Subsidized units have their place. But if the end goal isn’t ownership, we’re just creating a larger permanent renter class dependent on public systems that already can’t keep their books straight.
Manufactured housing is one of the clearest examples of how Oregon can build attainable ownership at scale. Legislative efforts to open land for these communities and age-targeted housing show what a pro-construction, pro-ownership path looks like. (HB 4082 overview)
That’s not theory. That’s:
- Lower build costs
- Faster production
- Real equity for families
Not social equity. Actual equity — the kind that shows up on a balance sheet.

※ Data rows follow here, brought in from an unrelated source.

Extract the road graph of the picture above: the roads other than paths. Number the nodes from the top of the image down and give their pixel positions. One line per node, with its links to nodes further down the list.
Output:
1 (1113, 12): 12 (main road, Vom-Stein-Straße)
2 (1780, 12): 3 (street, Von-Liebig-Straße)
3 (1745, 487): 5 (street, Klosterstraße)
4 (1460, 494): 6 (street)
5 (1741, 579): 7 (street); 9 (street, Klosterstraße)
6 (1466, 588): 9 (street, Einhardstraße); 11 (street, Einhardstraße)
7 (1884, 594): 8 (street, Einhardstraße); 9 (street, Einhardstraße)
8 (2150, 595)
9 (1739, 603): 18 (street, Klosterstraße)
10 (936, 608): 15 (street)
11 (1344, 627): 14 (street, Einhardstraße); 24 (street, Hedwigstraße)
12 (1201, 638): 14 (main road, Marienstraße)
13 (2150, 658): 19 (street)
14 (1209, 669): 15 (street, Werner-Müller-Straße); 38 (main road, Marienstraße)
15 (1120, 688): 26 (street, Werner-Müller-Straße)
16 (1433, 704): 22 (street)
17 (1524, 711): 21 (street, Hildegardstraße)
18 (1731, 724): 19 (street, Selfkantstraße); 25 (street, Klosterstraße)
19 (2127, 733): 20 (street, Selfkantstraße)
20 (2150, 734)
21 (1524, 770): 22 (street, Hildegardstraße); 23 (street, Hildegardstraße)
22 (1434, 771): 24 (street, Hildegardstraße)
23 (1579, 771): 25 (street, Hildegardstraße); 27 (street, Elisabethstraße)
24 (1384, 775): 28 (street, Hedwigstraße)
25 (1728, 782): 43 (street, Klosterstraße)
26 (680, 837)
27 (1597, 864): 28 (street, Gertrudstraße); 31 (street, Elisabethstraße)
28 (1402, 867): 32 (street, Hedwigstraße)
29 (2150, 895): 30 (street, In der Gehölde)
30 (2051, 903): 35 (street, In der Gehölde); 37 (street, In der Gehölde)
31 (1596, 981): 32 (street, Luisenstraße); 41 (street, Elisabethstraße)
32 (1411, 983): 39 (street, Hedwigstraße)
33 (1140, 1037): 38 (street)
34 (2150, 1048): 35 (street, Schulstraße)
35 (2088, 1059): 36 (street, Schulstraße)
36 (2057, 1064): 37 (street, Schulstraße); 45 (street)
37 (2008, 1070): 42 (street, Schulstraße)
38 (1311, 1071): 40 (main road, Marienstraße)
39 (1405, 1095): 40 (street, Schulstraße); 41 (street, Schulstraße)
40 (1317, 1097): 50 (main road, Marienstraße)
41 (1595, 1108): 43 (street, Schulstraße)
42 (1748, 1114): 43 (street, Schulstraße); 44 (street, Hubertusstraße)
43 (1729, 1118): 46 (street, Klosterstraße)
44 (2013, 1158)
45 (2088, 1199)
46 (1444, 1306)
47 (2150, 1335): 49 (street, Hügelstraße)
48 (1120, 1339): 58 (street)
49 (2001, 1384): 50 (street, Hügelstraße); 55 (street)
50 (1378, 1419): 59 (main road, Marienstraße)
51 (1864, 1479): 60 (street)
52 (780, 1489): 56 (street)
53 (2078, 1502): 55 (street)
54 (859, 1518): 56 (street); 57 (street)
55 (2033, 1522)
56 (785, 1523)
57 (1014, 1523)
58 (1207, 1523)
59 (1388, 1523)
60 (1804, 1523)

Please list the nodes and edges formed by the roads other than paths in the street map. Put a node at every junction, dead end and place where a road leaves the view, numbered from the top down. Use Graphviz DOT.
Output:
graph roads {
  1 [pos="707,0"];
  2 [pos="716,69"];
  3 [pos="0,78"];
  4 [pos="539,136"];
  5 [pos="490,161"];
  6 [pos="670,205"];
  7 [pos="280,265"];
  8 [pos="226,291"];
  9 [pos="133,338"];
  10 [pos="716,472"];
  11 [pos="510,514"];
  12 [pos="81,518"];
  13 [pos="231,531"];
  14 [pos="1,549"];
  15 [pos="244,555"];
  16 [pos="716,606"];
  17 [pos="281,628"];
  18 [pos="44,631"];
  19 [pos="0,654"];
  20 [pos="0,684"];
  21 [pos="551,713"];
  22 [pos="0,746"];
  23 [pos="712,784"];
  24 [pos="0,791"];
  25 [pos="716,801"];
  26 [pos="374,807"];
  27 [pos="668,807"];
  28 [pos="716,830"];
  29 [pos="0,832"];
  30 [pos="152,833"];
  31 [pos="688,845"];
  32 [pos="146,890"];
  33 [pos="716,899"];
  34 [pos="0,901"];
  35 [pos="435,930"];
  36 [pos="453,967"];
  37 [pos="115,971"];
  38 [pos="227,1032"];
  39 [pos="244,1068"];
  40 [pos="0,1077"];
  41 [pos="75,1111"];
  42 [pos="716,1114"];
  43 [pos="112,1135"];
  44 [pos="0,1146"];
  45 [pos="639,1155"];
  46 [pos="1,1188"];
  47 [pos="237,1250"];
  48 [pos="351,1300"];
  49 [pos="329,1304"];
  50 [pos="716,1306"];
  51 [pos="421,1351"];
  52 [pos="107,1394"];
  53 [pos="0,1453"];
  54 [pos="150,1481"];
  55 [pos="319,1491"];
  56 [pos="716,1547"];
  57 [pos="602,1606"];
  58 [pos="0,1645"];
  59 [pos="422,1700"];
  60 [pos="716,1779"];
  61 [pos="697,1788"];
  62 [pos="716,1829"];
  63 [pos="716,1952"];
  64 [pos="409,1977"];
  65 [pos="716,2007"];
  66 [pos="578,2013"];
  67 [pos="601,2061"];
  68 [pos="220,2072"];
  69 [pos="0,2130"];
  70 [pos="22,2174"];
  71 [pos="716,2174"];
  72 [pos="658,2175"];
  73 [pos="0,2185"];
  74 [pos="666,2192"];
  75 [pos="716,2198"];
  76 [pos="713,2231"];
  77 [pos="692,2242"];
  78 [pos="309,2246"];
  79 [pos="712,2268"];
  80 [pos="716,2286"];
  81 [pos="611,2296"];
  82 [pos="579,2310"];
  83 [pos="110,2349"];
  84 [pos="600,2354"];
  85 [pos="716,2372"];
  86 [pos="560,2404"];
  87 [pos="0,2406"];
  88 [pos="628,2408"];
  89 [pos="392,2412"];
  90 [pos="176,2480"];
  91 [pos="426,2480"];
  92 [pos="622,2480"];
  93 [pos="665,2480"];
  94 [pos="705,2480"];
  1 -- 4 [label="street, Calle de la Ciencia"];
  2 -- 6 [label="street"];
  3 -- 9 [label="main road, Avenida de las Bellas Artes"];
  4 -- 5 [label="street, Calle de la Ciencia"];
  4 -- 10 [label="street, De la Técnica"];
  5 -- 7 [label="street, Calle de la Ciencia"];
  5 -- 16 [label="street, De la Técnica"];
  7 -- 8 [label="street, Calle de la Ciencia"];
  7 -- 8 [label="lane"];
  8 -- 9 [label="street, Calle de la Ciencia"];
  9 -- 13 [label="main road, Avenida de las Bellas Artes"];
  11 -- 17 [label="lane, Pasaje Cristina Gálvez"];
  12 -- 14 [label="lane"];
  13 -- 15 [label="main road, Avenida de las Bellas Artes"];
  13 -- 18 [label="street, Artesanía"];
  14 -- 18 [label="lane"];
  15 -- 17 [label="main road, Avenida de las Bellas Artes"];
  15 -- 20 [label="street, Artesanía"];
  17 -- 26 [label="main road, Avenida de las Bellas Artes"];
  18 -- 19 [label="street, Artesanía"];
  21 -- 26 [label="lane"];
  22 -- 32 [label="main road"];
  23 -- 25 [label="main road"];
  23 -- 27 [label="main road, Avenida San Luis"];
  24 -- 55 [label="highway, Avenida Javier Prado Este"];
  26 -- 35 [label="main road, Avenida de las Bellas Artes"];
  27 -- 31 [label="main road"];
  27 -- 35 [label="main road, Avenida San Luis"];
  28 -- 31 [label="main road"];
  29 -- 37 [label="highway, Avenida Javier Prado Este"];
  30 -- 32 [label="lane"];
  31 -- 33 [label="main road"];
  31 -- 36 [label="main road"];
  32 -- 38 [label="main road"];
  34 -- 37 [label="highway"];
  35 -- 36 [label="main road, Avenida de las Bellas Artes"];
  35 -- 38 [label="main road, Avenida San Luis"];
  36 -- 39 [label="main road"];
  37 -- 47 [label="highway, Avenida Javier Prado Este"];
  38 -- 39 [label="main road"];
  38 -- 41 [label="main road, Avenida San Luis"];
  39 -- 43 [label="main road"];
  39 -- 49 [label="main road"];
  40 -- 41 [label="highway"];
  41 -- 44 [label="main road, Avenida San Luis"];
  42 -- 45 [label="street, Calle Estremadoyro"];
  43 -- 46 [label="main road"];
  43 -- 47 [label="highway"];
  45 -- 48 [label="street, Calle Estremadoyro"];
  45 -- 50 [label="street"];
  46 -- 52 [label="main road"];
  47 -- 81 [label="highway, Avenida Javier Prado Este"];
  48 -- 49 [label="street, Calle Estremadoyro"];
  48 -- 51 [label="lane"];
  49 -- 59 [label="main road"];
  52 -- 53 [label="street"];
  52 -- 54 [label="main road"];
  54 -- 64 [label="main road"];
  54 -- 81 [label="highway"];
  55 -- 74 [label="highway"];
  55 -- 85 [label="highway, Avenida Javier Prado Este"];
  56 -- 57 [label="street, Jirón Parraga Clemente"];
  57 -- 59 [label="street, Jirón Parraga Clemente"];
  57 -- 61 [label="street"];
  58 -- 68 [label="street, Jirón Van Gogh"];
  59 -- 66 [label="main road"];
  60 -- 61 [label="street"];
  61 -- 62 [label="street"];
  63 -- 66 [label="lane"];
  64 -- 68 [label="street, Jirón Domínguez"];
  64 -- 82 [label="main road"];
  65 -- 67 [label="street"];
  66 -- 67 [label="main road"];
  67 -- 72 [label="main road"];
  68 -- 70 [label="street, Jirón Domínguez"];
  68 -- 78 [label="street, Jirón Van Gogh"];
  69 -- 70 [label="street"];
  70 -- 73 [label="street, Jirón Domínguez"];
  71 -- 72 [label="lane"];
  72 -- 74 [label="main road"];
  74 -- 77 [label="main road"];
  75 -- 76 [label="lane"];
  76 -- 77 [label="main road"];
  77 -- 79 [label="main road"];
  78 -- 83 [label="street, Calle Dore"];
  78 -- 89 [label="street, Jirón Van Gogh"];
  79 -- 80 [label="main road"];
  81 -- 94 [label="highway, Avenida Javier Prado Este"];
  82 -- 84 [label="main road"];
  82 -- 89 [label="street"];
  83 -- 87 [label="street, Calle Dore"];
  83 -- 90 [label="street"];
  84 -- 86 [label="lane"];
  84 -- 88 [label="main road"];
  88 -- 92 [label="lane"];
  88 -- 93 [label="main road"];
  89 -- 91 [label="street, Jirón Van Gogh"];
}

If expanding land use for senior communities is something you support, you are an Oregon Voter, you can testify, but the window is limited, likely about 24 hours from when this story is published.
LINK HERE
Here’s the Story Voters Understand
“Portland found millions it said didn’t exist. Affordable apartments sit empty. Meanwhile, the state keeps restricting land and layering on rules that make building harder. Maybe the problem isn’t lack of programs — maybe it’s too many.”
That’s not anti-housing.
That’s pro-results.
What Lawmakers Should Deliver This Session
Salem shouldn’t double down on the same structures that just proved they can’t keep track of money. Lawmakers should be pushing:
- Audits and public accounting of housing funds
- Performance metrics tied to actual placements and occupancy
- Faster approvals, fewer land-use bottlenecks
- Urban Growth Boundary expansions where demand exists
- Policies that prioritize private construction and homeownership
Because Oregon’s future housing market shouldn’t be a maze of agencies trying to manage scarcity.
“You don’t solve a housing crisis by managing decline. You solve it by letting people build.”
It should be builders building. Families buying. Communities growing.
And yes — Oregon homes, built with Oregon lumber, on Oregon land.